This week, long-shot presidential hopeful Senator Bernie Sanders introduced legislation to make 4-year public colleges and universities tuition free:
http://www.sanders.senate.gov/newsroom/recent-business/make-college-tuition-free
According to his website, "$70 billion a year in assistance – two-thirds from the federal government and one-third from states – would replace what public colleges and universities now charge in tuition and fees. The federal share of the cost would be offset by imposing a tax on Wall Street transactions by investment houses, hedge funds and other speculators."
Beyond the populist rhetoric about letting hedge fund fat cats pay for all of this (could you really raise $46 billion in taxes without killing the revenue source in a year or two?), this strikes me as wildly impractical.

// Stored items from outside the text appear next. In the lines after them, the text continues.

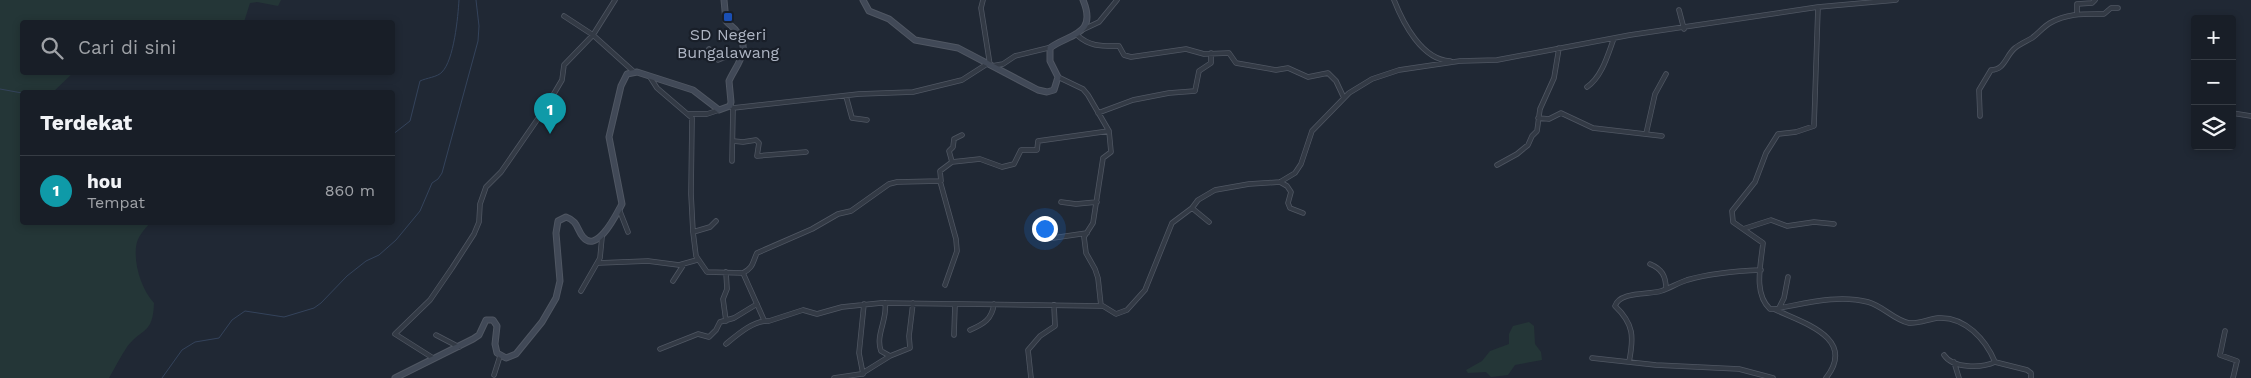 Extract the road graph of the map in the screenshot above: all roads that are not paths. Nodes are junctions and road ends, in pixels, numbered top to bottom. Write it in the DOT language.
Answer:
graph roads {
  1 [pos="615,0"];
  2 [pos="724,0"];
  3 [pos="863,0"];
  4 [pos="983,0"];
  5 [pos="1083,0"];
  6 [pos="1117,0"];
  7 [pos="1394,0"];
  8 [pos="1896,0"];
  9 [pos="2095,0"];
  10 [pos="1818,7"];
  11 [pos="2118,8"];
  12 [pos="1679,10"];
  13 [pos="2077,14"];
  14 [pos="564,16"];
  15 [pos="1684,29"];
  16 [pos="1082,30"];
  17 [pos="593,35"];
  18 [pos="1077,35"];
  19 [pos="1614,38"];
  20 [pos="1052,47"];
  21 [pos="1559,48"];
  22 [pos="709,49"];
  23 [pos="743,50"];
  24 [pos="1211,53"];
  25 [pos="1460,62"];
  26 [pos="989,65"];
  27 [pos="633,71"];
  28 [pos="1666,74"];
  29 [pos="650,77"];
  30 [pos="1058,77"];
  31 [pos="1587,87"];
  32 [pos="846,97"];
  33 [pos="1344,98"];
  34 [pos="731,107"];
  35 [pos="719,110"];
  36 [pos="1098,112"];
  37 [pos="689,114"];
  38 [pos="2236,114"];
  39 [pos="1980,116"];
  40 [pos="2251,116"];
  41 [pos="1538,118"];
  42 [pos="867,120"];
  43 [pos="1110,131"];
  44 [pos="1646,134"];
  45 [pos="962,135"];
  46 [pos="1662,136"];
  47 [pos="733,141"];
  48 [pos="806,152"];
  49 [pos="732,161"];
  50 [pos="952,162"];
  51 [pos="1497,164"];
  52 [pos="941,182"];
  53 [pos="1280,182"];
  54 [pos="1061,202"];
  55 [pos="1096,202"];
  56 [pos="1192,208"];
  57 [pos="619,209"];
  58 [pos="1303,213"];
  59 [pos="716,221"];
  60 [pos="1209,222"];
  61 [pos="1834,224"];
  62 [pos="1743,229"];
  63 [pos="628,232"];
  64 [pos="693,232"];
  65 [pos="1087,233"];
  66 [pos="602,237"];
  67 [pos="1053,238"];
  68 [pos="698,260"];
  69 [pos="598,263"];
  70 [pos="684,264"];
  71 [pos="1650,264"];
  72 [pos="1761,270"];
  73 [pos="726,272"];
  74 [pos="743,272"];
  75 [pos="1788,277"];
  76 [pos="673,281"];
  77 [pos="945,285"];
  78 [pos="1666,289"];
  79 [pos="581,291"];
  80 [pos="885,303"];
  81 [pos="913,303"];
  82 [pos="757,304"];
  83 [pos="864,304"];
  84 [pos="955,304"];
  85 [pos="994,304"];
  86 [pos="1054,305"];
  87 [pos="1101,306"];
  88 [pos="1779,308"];
  89 [pos="1774,309"];
  90 [pos="764,320"];
  91 [pos="726,321"];
  92 [pos="970,330"];
  93 [pos="2225,330"];
  94 [pos="954,335"];
  95 [pos="436,336"];
  96 [pos="726,344"];
  97 [pos="459,347"];
  98 [pos="660,349"];
  99 [pos="1944,355"];
  100 [pos="500,356"];
  101 [pos="890,356"];
  102 [pos="433,358"];
  103 [pos="1592,358"];
  104 [pos="1629,362"];
  105 [pos="1954,362"];
  106 [pos="1995,362"];
  107 [pos="863,374"];
  108 [pos="494,375"];
  109 [pos="394,378"];
  110 [pos="834,378"];
  111 [pos="1032,378"];
  112 [pos="1773,378"];
  113 [pos="1826,378"];
  114 [pos="1959,378"];
  115 [pos="2032,378"];
  116 [pos="2233,378"];
  1 -- 17 [label="street"];
  2 -- 23 [label="street"];
  3 -- 26 [label="street"];
  4 -- 26 [label="street"];
  5 -- 16 [label="street"];
  6 -- 16 [label="street"];
  7 -- 25 [label="street"];
  8 -- 10 [label="street"];
  9 -- 13 [label="street"];
  10 -- 15 [label="street"];
  10 -- 62 [label="street"];
  11 -- 13 [label="street"];
  12 -- 15 [label="street"];
  13 -- 39 [label="street"];
  14 -- 17 [label="street"];
  15 -- 19 [label="street"];
  16 -- 18 [label="street"];
  17 -- 27 [label="street"];
  17 -- 102 [label="street"];
  18 -- 20 [label="street"];
  18 -- 24 [label="street"];
  19 -- 21 [label="street"];
  19 -- 31 [label="street"];
  20 -- 26 [label="street"];
  20 -- 30 [label="street"];
  21 -- 25 [label="street"];
  21 -- 41 [label="street"];
  22 -- 23 [label="street"];
  23 -- 34 [label="street"];
  24 -- 33 [label="street"];
  24 -- 36 [label="street"];
  25 -- 33 [label="street"];
  26 -- 30 [label="street"];
  26 -- 32 [label="street"];
  27 -- 29 [label="street"];
  27 -- 57 [label="street"];
  28 -- 44 [label="street"];
  29 -- 35 [label="street"];
  29 -- 37 [label="street"];
  30 -- 36 [label="street"];
  32 -- 34 [label="street"];
  32 -- 42 [label="street"];
  33 -- 53 [label="street"];
  34 -- 35 [label="street"];
  34 -- 47 [label="street"];
  35 -- 37 [label="street"];
  36 -- 43 [label="street"];
  37 -- 64 [label="street"];
  38 -- 40 [label="street"];
  41 -- 44 [label="street"];
  41 -- 51 [label="street"];
  43 -- 50 [label="street"];
  43 -- 55 [label="street"];
  44 -- 46 [label="street"];
  45 -- 50 [label="street"];
  47 -- 48 [label="street"];
  47 -- 49 [label="street"];
  50 -- 52 [label="street"];
  52 -- 74 [label="street"];
  52 -- 77 [label="street"];
  53 -- 56 [label="street"];
  53 -- 58 [label="street"];
  54 -- 55 [label="street"];
  55 -- 65 [label="street"];
  56 -- 60 [label="street"];
  56 -- 87 [label="street"];
  57 -- 63 [label="street"];
  57 -- 66 [label="street"];
  59 -- 64 [label="street"];
  61 -- 62 [label="street"];
  62 -- 72 [label="street"];
  64 -- 68 [label="street"];
  65 -- 67 [label="street"];
  65 -- 87 [label="street"];
  66 -- 69 [label="street"];
  66 -- 100 [label="street"];
  68 -- 70 [label="street"];
  68 -- 73 [label="street"];
  69 -- 70 [label="street"];
  69 -- 79 [label="street"];
  70 -- 76 [label="street"];
  71 -- 78 [label="street"];
  72 -- 78 [label="street"];
  72 -- 89 [label="street"];
  73 -- 74 [label="street"];
  73 -- 91 [label="street"];
  74 -- 82 [label="street"];
  75 -- 88 [label="street"];
  78 -- 104 [label="street"];
  80 -- 81 [label="street"];
  80 -- 83 [label="street"];
  80 -- 101 [label="street"];
  81 -- 84 [label="street"];
  81 -- 101 [label="street"];
  82 -- 90 [label="street"];
  82 -- 91 [label="street"];
  83 -- 90 [label="street"];
  83 -- 107 [label="street"];
  84 -- 85 [label="street"];
  84 -- 94 [label="street"];
  85 -- 86 [label="street"];
  85 -- 92 [label="street"];
  86 -- 87 [label="street"];
  86 -- 111 [label="street"];
  88 -- 89 [label="street"];
  88 -- 106 [label="street"];
  89 -- 113 [label="street"];
  90 -- 96 [label="street"];
  91 -- 98 [label="street"];
  93 -- 116 [label="street"];
  95 -- 97 [label="street"];
  97 -- 100 [label="street"];
  97 -- 102 [label="street"];
  99 -- 105 [label="street"];
  100 -- 108 [label="street"];
  101 -- 107 [label="street"];
  102 -- 109 [label="street"];
  103 -- 104 [label="street"];
  104 -- 112 [label="street"];
  105 -- 106 [label="street"];
  105 -- 114 [label="street"];
  106 -- 115 [label="street"];
  107 -- 110 [label="street"];
}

First, college costs are already out of control in part because of the availability of easy loans. What would control the costs at these schools if the government was covering 100% of the cost?
Second, how would those schools eligible for subsidies scale to meet their increased demand? And what would that do to the cost of the program?
Third, what would the impact be on schools whose students weren't subsidized? Lots of private colleges are struggling now, imagine if their competition was now free?
Fourth, the states would have to cough up a third of the cost - that sounds like a tough sell when many states are dealing with tight budgets and trying to constrain higher ed spending.
The senator's website tries to answer some of these points here:
http://www.sanders.senate.gov/download/collegeforallsummary/?inline=file
I'm not convinced his math is remotely close... Thoughts?